As part of an international provenance trial on L. styraciflua, the Oxford Commonwealth Forestry Institute shipped Liquidambar seeds to Madagascar from 13 provenances mainly within the natural area of the species distribution, i.e., southeastern USA, Mexico, and Central America. These 13 Liquidambar provenances of were introduced at Mandraka (Madagascar) in 1986. Fifty-four 23- to 24 year-old trees were subsequently felled for thinning purposes. They were derived from the nine best provenances in terms of height and diameter. Two sampling areas were selected (foot of slope and ridge) to maximize the variability of the characters under study. Prismatic bars (N = 201, 360 × 20 × 20 mm in L, R, T planes) were then cut from quartersawn boards. In addition, 99 radial cores (15 mm diameter and 378 mm mean length) were taken from the dominant trees (25 years old). All samples were stabilized at 20 °C, 65 % RH.

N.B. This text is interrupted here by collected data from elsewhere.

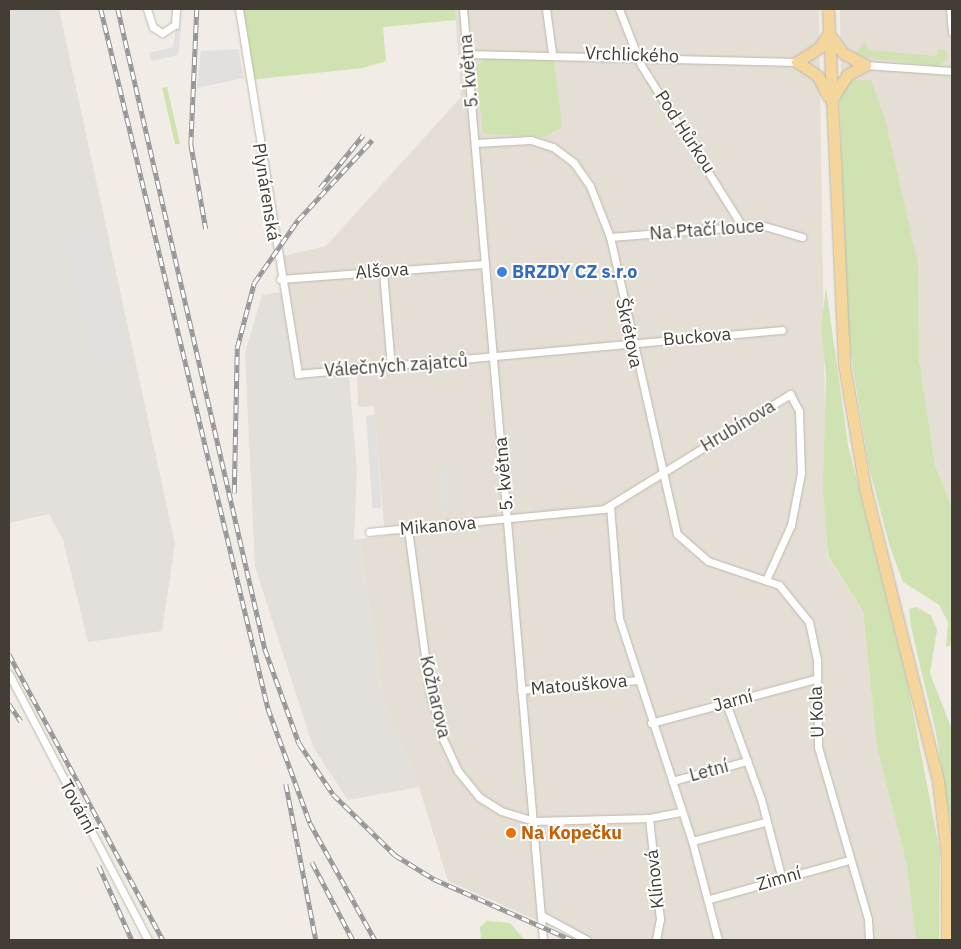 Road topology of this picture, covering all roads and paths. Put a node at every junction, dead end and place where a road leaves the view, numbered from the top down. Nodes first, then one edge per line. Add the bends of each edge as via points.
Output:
1 (147, 9) edge
2 (176, 9) edge
3 (239, 9) edge
4 (464, 9) edge
5 (546, 9) edge
6 (620, 9) edge
7 (828, 9) edge
8 (950, 9) edge
9 (952, 32) edge
10 (828, 34) junction
11 (552, 53) junction
12 (467, 54) junction
13 (636, 54) junction
14 (797, 62) junction
15 (864, 65) junction
16 (952, 71) edge
17 (830, 102) junction
18 (475, 143) junction
19 (742, 226) junction
20 (610, 237) junction
21 (802, 237) dead end
22 (483, 264) junction
23 (382, 272) junction
24 (280, 279) junction
25 (782, 330) dead end
26 (631, 343) junction
27 (494, 357) junction
28 (391, 367) junction
29 (298, 374) joint
30 (661, 473) junction
31 (610, 506) junction
32 (507, 518) junction
33 (408, 529) junction
34 (369, 532) dead end
35 (689, 549) joint
36 (766, 578) junction
37 (9, 674) edge
38 (816, 679) junction
39 (638, 680) junction
40 (521, 690) junction
41 (726, 703) junction
42 (651, 722) junction
43 (747, 761) junction
44 (672, 781) junction
45 (681, 812) junction
46 (649, 818) junction
47 (533, 821) junction
48 (765, 822) junction
49 (692, 841) junction
50 (849, 860) junction
51 (782, 879) junction
52 (710, 899) junction
53 (541, 915) junction
54 (148, 940) edge
55 (543, 940) edge
56 (587, 940) edge
57 (656, 940) edge
58 (718, 940) edge
59 (869, 940) edge
60 (947, 940) edge

1 - 2 street via 153,27 162,32 172,30
3 - 24 street, Plynárenská
4 - 12 street, 5. května
5 - 11 street
6 - 13 street, Pod Hůrkou
7 - 10 main road
8 - 9 street
10 - 14 main road via 820,47
10 - 15 main road via 843,53
10 - 17 main road
11 - 12 street, Vrchlického
11 - 13 street, Vrchlického
12 - 18 street, 5. května
13 - 14 street, Vrchlického
13 - 19 street, Pod Hůrkou
14 - 17 main road via 818,76
15 - 16 street
15 - 17 main road via 847,75
17 - 60 main road via 844,364 864,488 938,781 947,857
18 - 20 street, Škrétova via 531,140 553,147 574,163 590,186
18 - 22 street, 5. května
19 - 20 street, Na Ptačí louce
19 - 21 street, Na Ptačí louce via 774,226
20 - 26 street, Škrétova
22 - 23 street, Alšova
22 - 27 street, 5. května
23 - 24 street, Alšova
23 - 28 street
24 - 29 street, Plynárenská
25 - 26 street, Buckova
26 - 27 street, Buckova
26 - 30 street, Škrétova
27 - 28 street, Válečných zajatců
27 - 32 street, 5. května
28 - 29 street, Válečných zajatců
30 - 31 street, Hrubínova
30 - 35 street, Škrétova via 671,521
30 - 36 street, Hrubínova via 790,394 799,411 801,473 791,525
31 - 32 street, Hrubínova
31 - 39 street via 619,618
32 - 33 street, Mikanova
32 - 40 street, 5. května
33 - 34 street, Mikanova
33 - 47 street, Kožnarova via 429,683 443,739 458,771 479,796 501,811
35 - 36 street, U Kola via 708,561
36 - 38 street, U Kola via 792,596 809,622 816,653
37 - 54 street, Tovární
38 - 41 street, Jarní
38 - 50 street, U Kola via 818,747
39 - 40 street, Matouškova
39 - 42 street
40 - 47 street, 5. května
41 - 42 street, Jarní
41 - 43 street
42 - 44 street
43 - 44 street, Letní
43 - 48 street
44 - 45 street
45 - 46 street
45 - 49 street
46 - 47 street
46 - 57 street, Klínová via 660,919
47 - 53 street, 5. května
48 - 49 street
48 - 51 street
49 - 52 street
50 - 51 street, Zimní
50 - 59 street, U Kola via 868,920
51 - 52 street, Zimní
52 - 58 street
53 - 55 street, 5. května
53 - 56 street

2.2 Experimental procedure

Figure 1 depicts the experimental procedure used. The repeatability measurement of the acoustic and ultrasonic methods was determined experimentally by taking 30 measurements on a single prismatic bar (size and mass measured at each repetition). Thereafter, the MOE of 21 prismatic bars was measured by the acoustic method (MOE A) then the ultrasonic method (MOE US360). These samples were not tested in static bending as dynamic, and static moduli were shown to be quasi-identical in the case of clear wood samples (360 × 20 × 20 mm) (Brancheriau and Baillères 2002). A small 10 × 20 × 20 mm (L, R, and T) sample was then cut from the middle of each bar and triplicate MOE measurements were obtained by the ultrasonic method (MOE US10). The mean of the triplicate measurements/results was used thereafter as the MOE value and to determine whether the acoustic and ultrasonic methods yielded different MOE results on prismatic bars with 18 and 0.5 length/height ratios. An NIRS regression model (MOE NIRS) was built based on the MOE A values for the remaining 180 prismatic bars. The cores were cut and sanded to obtain parallel surfaces perpendicular to the longitudinal axis. Ultrasonic and NIRS measurements (MOE US and MOE NIRS) were obtained on these surfaces and repeated each 20 mm along the cores (1801 measurements). The cores were then used to compare the MOE US and MOE NIRS values.
Fig. 1

Experimental setup (grey areas indicate the surface measured with NIRS)

2.3 Free flexural vibration tests

The sample was placed on two elastic mountings (vibration deflection on the L-T plane). A steel ball (diameter 13 mm; weight 9 g) was used to create an impact on one end of the bar and a laser vibrometer was placed at the other end. The sound generated was filtered (analogic filtering with frequency cut-off at 10 kHz) and then digitalized with 12-bit resolution. The acquisition parameters were set to ensure a frequency resolution of ±1.35 Hz (first resonance frequency close to 790 Hz). The first three frequencies were used to determine the MOE A based on Bordonné’s solution to Timoshenko’s theory (Brancheriau 2002).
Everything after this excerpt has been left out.